Ora consiglieremo alla CGIL di fare dei passi in più, molto lunghi e convinti…si potrebbe iniziare dal chiedere scusa ufficialmente a tutte le categorie danneggiate, proseguendo poi per un’azione di classe a livello nazionale contro le alte sfere del governo. Risarcimenti e scuse pubbliche, punizioni severe a chi le merita…Ma forse stiamo chiedendo troppo? È già tanto per un sindacato abituato alle grandi dichiarazioni e al non-agire, lottando solo quando la battaglia pare già vinta o quando la situazione è più favorevole a subire meno danni per sé. Ci limitiamo alla vostra breve letterina…ormai i lavoratori svegli, soprattutto quelli tesserati con noi, sanno che i sindacati confederali odierni sono incapaci di dare tutele, perché o compromessi col potere politico/economico borghese o perché svuotati di carica rivoluzionaria e lasciati in uno stato di “perpetua concordia borghese”, all’insegna del “meno si fa, più si parla, più soldi arrivano, meglio è per noi”. Quindi non preoccupatevi, CGIL & Co., il vostro aiuto ormai non serve più di tanto. I danni, negli anni ormai, sono stati fatti. Avete dimostrato la vostra pasta. Reinventarsi “compagni” all’ultimo non significa che avete giocato bene le vostre carte. A che servite dunque? Marx stesso disse che l’emancipazione dei lavoratori deve partire dai lavoratori stessi. Questo compresero bene Sorel, Corridoni, De Ambris, Olivetti, De Leon…un vero sindacato è quello che vede i lavoratori uniti come una falange oplitica contro le forze del capitale e del governo borghese di destra o sinistra che sia. Un sindacato di movimento attivo, di lotta radicale, di vitalità e potenza. Gestito, composto e controllato direttamente dalle forze produttive di ogni tipo, di ogni settore e corporazione. Ritornare a Mazzini e Pisacane: libertà e associazione! Nel 2021 nelle piazze ci fu l’associazione per tutelare la libertà espropriata, nelle camere sindacali non ci fu né questa volontà né quella. Non ci si preoccupi per questo…la storia rende il conto di tutto.

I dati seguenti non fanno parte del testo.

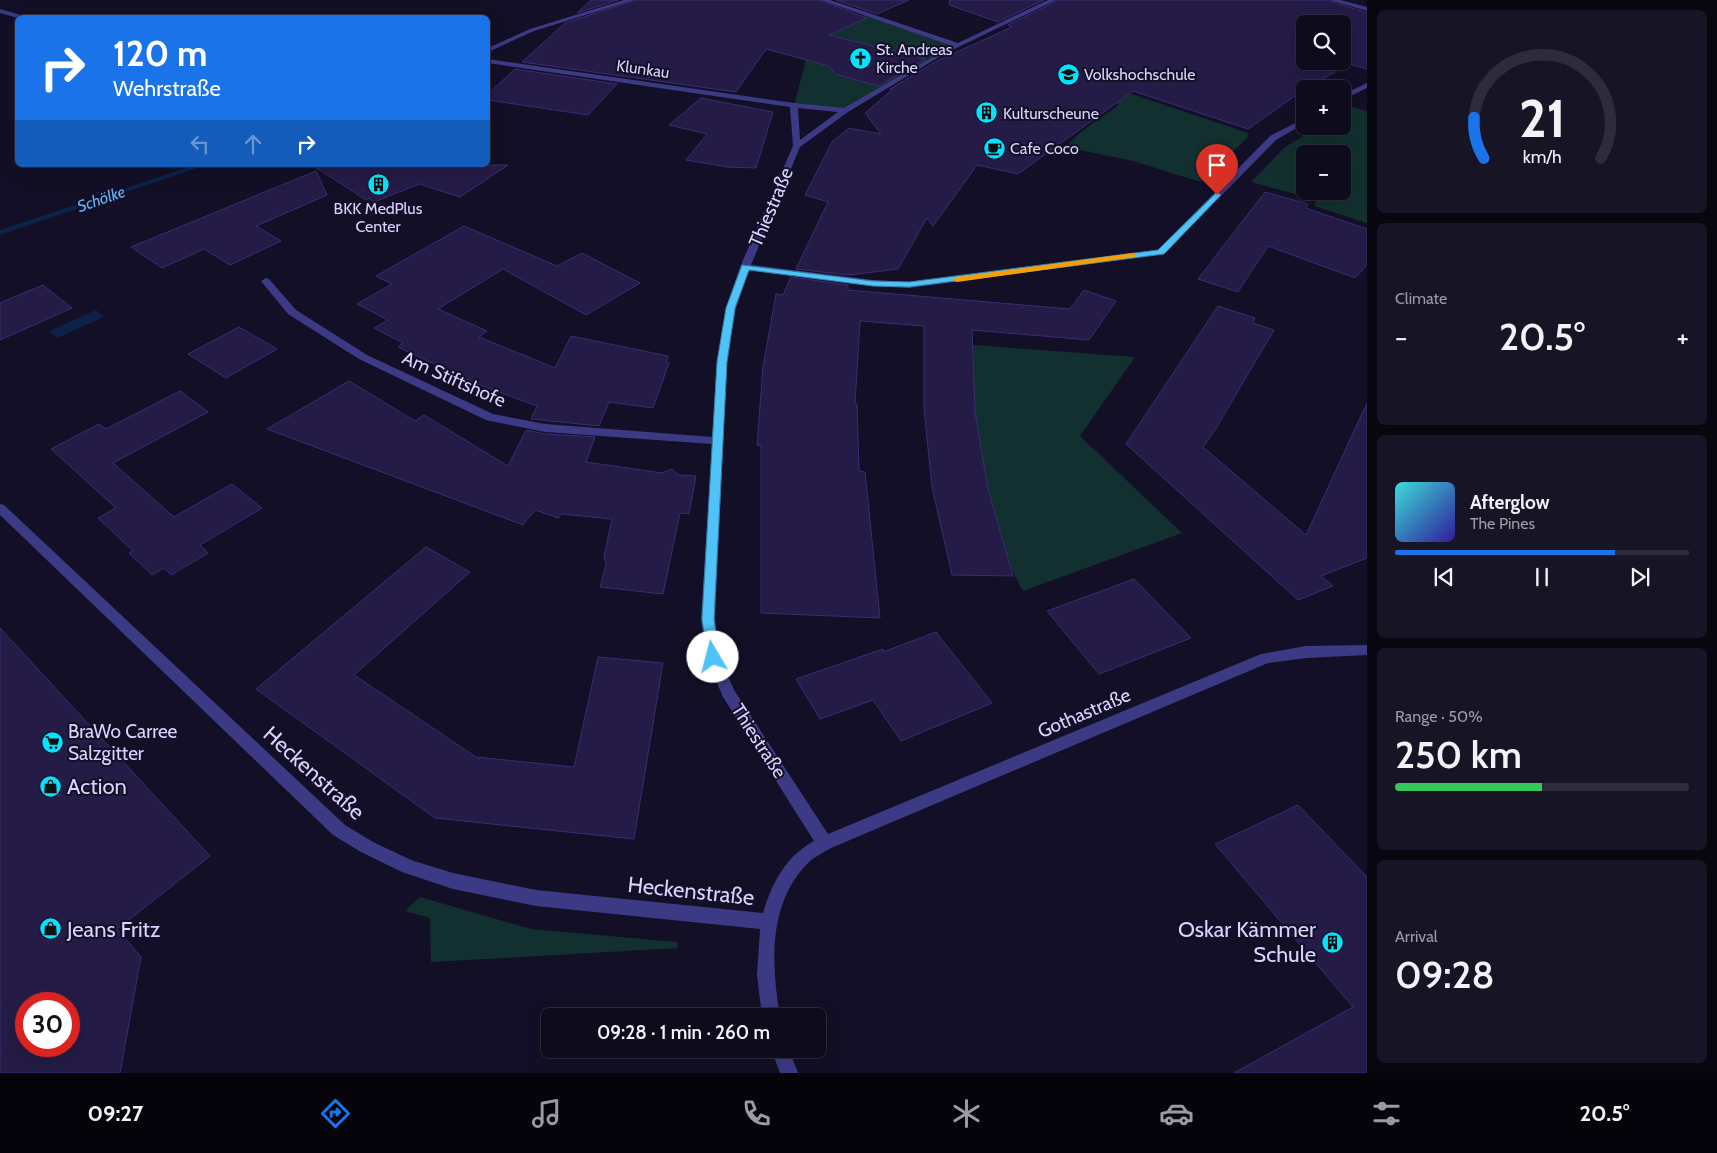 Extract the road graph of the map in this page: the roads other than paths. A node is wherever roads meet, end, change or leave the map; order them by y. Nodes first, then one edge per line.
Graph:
1 (631, 0) edge
2 (824, 0) edge
3 (1053, 0) edge
4 (1334, 0) edge
5 (1367, 9) edge
6 (0, 11) edge
7 (15, 15) edge
8 (957, 45) junction
9 (490, 49) edge
10 (490, 61) edge
11 (1367, 85) edge
12 (1351, 93) edge
13 (794, 105) junction
14 (845, 110) junction
15 (1296, 125) edge
16 (797, 146) junction
17 (745, 267) junction
18 (266, 281) dead end
19 (718, 441) junction
20 (0, 508) edge
21 (1367, 650) edge
22 (825, 843) junction
23 (769, 922) junction
24 (769, 1008) edge
25 (783, 1058) edge
26 (789, 1073) edge

1 - 9 street
2 - 8 street
3 - 8 street, Thiestraße
4 - 5 street
6 - 7 street
8 - 14 street, Thiestraße
10 - 13 street, Klunkau
11 - 12 street
13 - 14 street, Klunkau
13 - 16 street
14 - 16 street, Thiestraße
15 - 17 street
16 - 17 street, Thiestraße
17 - 19 street, Thiestraße
18 - 19 street, Am Stiftshofe
19 - 22 street, Thiestraße
20 - 23 street, Heckenstraße
21 - 22 street, Gothastraße
22 - 23 street
23 - 24 street
25 - 26 street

Il SocIt ripudia il sindacalismo padronale, istituzionale, riformista del XXI secolo, presente ad oggi in Italia con la triade CGIL-CISL-UIL.

Il SocIt aborrisce il governo liberaloide e borghese di Mario Draghi con tutte le sue misure. Sostiene invece le lotte proletarie per il diritto ad un lavoro dignitoso e sicuro, e crede nel valore sacrosanto di libertà e giustizia sociale delle proteste avvenute in tutta Italia durante il regime autoritario, filocapitalista e antinazionale degli anni 2020-2022.

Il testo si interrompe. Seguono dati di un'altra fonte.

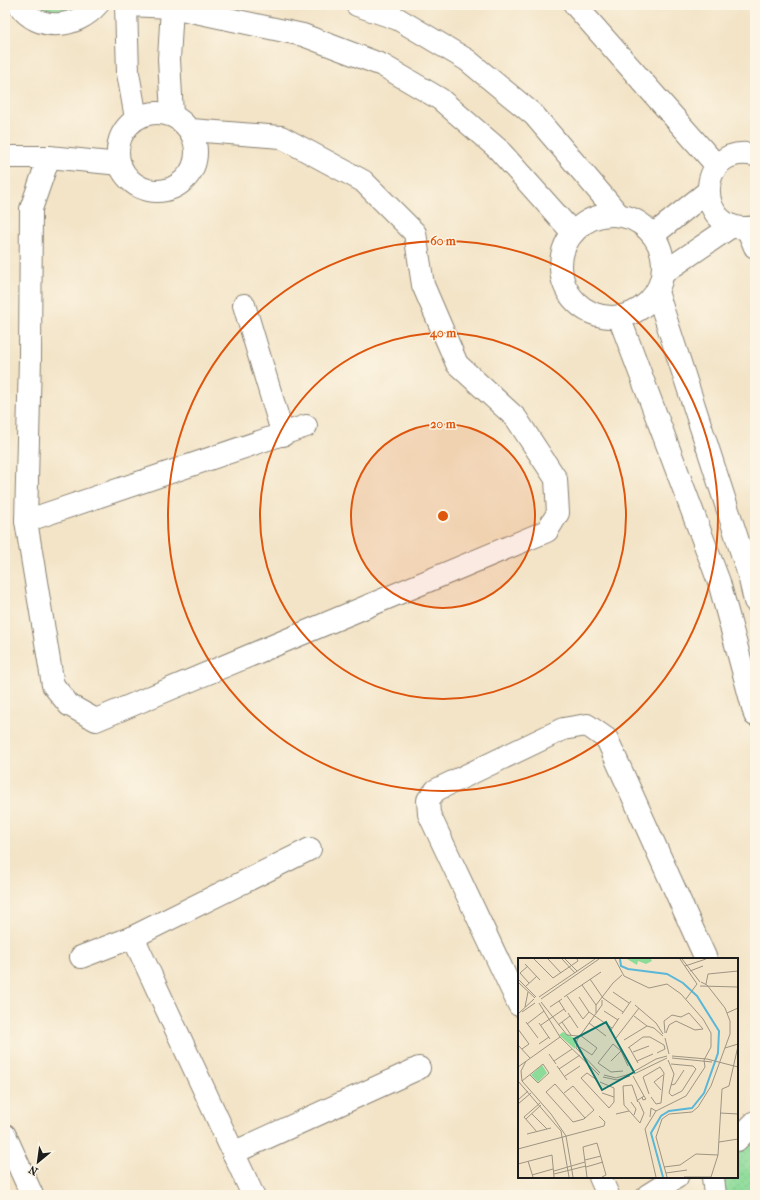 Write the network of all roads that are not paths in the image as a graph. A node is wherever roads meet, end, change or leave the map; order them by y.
1 (20, 5) edge
2 (97, 5) edge
3 (127, 5) edge
4 (357, 5) edge
5 (575, 5) edge
6 (172, 7) junction
7 (172, 115) junction
8 (136, 118) junction
9 (191, 130) junction
10 (755, 155) edge
11 (5, 157) edge
12 (49, 157) junction
13 (120, 164) junction
14 (717, 166) junction
15 (707, 192) junction
16 (619, 215) junction
17 (747, 232) edge
18 (573, 233) junction
19 (653, 235) junction
20 (660, 283) junction
21 (244, 305) dead end
22 (619, 317) junction
23 (306, 426) dead end
24 (283, 435) junction
25 (26, 521) junction
26 (755, 601) edge
27 (755, 715) edge
28 (310, 848) dead end
29 (132, 937) junction
30 (81, 957) dead end
31 (706, 958) edge
32 (518, 1003) edge
33 (419, 1068) dead end
34 (755, 1122) edge
35 (5, 1135) edge
36 (738, 1139) edge
37 (233, 1153) junction
38 (600, 1178) edge
39 (675, 1178) edge
40 (713, 1178) edge
41 (32, 1195) edge
42 (253, 1195) edge
43 (608, 1195) edge
44 (648, 1195) edge
45 (714, 1195) edge

1 - 2 street
3 - 6 street
3 - 8 street
4 - 16 street
5 - 14 street
6 - 7 street
6 - 18 street
7 - 8 street
7 - 9 street
8 - 13 street
9 - 13 street
9 - 25 street
10 - 14 street
11 - 12 street
12 - 13 street
12 - 25 street
14 - 15 street
15 - 17 street
15 - 19 street
16 - 18 street
16 - 19 street
17 - 20 street
18 - 22 street
19 - 20 street
20 - 22 street
20 - 26 street
21 - 24 street
22 - 27 street
23 - 24 street
24 - 25 street
28 - 29 street
29 - 30 street
29 - 37 street
31 - 32 street
33 - 37 street
34 - 36 street
35 - 41 street
37 - 42 street
38 - 43 street
39 - 44 street
40 - 45 street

Il SocIt crede che il sindacato ideale e pratico sia coincidente nell’unione libera di tutti i lavoratori suddivisi per mestiere e interesse economici. Crede che il vero Sindacato dell’avvenire sia quello che unisce e non divide, che lotta e non si accomoda col nemico, che realizza senza promettere e che non promette senza realizzare, che vuole una trasformazione sociale e non un immobilismo statico per la società.

Onore a chi ha lottato per i propri diritti, per il proprio salario, per il proprio posto contro il green pass, il licenziamento, la sospensione, il demansionamento, il mobbing e tante altre ingiustizie…Noi continueremo a lottare, come abbiamo sempre fatto, al suo fianco.